SIMS depth profiling and SRIM simulation to lower energy antimony implantation into silicon

Abstract

There is a notable trend for formation of shallower dopant profiles: i.e. the use of heavier ions, such as Sb and In at relative higher energies (vs. As or 11B) to make shallow dopant profiles. In the work, the 121Sb depth profiles and irradiation damage of Si wafers implanted with low energies Sb ions were studied by secondary ion mass spectrometry (SIMS), cross-sectional transmission electron microscopy (XTEM), and simulation by the program of the stopping and range of ions in matter (SRIM). (100) Si wafers were implanted with 10 to 50keV 121Sb ions to a dose of 1e14 or 1e13 atoms/cm2. For the 10keV Sb implanted wafer, analysis by SIMS shows that an Sb doped layer was built up in Si, with the implanted peak at 9.7nm. The damaged peak simulated by SRIM program is located at a depth of 69% of the implanted Sb peak. By combining the XTEM observation and SRIM simulation it has been found that a dpa (displacement per atom during the irradiation) level of > 0.29 resulted in amorphization of the implanted layer.
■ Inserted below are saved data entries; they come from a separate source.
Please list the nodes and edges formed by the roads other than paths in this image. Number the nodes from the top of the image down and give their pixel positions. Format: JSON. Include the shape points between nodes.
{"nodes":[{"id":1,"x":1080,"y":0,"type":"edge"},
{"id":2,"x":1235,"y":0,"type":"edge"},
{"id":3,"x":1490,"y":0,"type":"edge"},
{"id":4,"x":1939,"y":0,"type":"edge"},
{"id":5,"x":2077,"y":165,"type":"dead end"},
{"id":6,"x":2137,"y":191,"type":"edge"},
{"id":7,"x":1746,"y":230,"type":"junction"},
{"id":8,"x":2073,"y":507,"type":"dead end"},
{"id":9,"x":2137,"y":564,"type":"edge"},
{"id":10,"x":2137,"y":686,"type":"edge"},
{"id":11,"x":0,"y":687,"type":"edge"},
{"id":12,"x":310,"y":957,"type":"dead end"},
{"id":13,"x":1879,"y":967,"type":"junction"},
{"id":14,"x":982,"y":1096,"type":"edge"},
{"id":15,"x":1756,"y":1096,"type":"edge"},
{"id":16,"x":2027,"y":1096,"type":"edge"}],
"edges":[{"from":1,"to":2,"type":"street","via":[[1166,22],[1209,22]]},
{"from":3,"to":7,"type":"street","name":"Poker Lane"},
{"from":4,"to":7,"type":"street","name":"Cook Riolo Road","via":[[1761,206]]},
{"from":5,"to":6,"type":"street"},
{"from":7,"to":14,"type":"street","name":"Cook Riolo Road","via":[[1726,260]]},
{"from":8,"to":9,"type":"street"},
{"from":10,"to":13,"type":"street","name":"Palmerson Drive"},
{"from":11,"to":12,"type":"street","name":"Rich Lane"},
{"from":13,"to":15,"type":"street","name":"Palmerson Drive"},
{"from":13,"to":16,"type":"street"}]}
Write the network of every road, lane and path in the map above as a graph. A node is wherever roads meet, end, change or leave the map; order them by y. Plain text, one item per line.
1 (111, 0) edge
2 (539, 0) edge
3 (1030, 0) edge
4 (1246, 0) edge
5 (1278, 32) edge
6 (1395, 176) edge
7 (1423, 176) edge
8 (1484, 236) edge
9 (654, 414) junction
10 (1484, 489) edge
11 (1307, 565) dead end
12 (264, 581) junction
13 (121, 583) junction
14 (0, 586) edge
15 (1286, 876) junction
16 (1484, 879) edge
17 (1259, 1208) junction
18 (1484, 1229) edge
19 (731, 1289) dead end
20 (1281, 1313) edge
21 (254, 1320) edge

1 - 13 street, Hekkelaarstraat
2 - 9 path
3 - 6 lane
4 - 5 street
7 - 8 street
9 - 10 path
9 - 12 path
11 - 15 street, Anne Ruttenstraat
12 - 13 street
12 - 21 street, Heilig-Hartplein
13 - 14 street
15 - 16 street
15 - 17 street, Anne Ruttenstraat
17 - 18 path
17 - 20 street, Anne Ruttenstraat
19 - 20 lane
In other words, the critical dpa level for amorphizing Si by Sb ions is 0.29. Analyses by XTEM show that a lower damage level with a simulated dpa level of <0.065 only resulted in some strain and point defects associated contrast in the implanted layer. XTEM analyses also show that the low irradiation damage to a dpa level of 0.065 can be essentially removed by RTP (Rapid Thermal Processing) annealing at 1050°C for 30 seconds, while the SIMS Sb depth profile showing less obvious change.